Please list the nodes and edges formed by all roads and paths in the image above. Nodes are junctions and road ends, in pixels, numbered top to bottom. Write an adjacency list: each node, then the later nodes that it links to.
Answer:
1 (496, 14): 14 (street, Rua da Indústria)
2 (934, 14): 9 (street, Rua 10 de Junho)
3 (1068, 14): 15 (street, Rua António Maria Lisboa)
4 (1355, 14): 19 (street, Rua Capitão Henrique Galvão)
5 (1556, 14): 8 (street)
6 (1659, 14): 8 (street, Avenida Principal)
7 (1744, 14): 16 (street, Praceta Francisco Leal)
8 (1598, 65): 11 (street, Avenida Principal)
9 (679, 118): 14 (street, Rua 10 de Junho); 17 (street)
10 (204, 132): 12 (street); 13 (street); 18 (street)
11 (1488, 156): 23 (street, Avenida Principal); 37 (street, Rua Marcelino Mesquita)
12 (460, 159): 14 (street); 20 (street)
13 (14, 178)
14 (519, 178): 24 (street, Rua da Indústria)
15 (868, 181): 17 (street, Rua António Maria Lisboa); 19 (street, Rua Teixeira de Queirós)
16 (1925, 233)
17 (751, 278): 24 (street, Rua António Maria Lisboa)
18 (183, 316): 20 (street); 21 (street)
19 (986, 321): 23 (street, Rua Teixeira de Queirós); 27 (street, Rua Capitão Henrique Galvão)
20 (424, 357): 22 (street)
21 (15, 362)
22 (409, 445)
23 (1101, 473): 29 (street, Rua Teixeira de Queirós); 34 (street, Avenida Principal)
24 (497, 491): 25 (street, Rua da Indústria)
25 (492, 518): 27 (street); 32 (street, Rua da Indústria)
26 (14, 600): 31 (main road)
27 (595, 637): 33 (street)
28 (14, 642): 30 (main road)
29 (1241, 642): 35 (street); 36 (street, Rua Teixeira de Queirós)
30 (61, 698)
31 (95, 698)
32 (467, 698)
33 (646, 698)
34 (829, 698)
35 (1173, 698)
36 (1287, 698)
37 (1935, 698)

**WHAT YOU SHOULD DO:** In the lines above, find each one with "António" and list it.

**RESPONSE TO THIS EXERCISE:**
3 (1068, 14): 15 (street, Rua António Maria Lisboa)
15 (868, 181): 17 (street, Rua António Maria Lisboa); 19 (street, Rua Teixeira de Queirós)
17 (751, 278): 24 (street, Rua António Maria Lisboa)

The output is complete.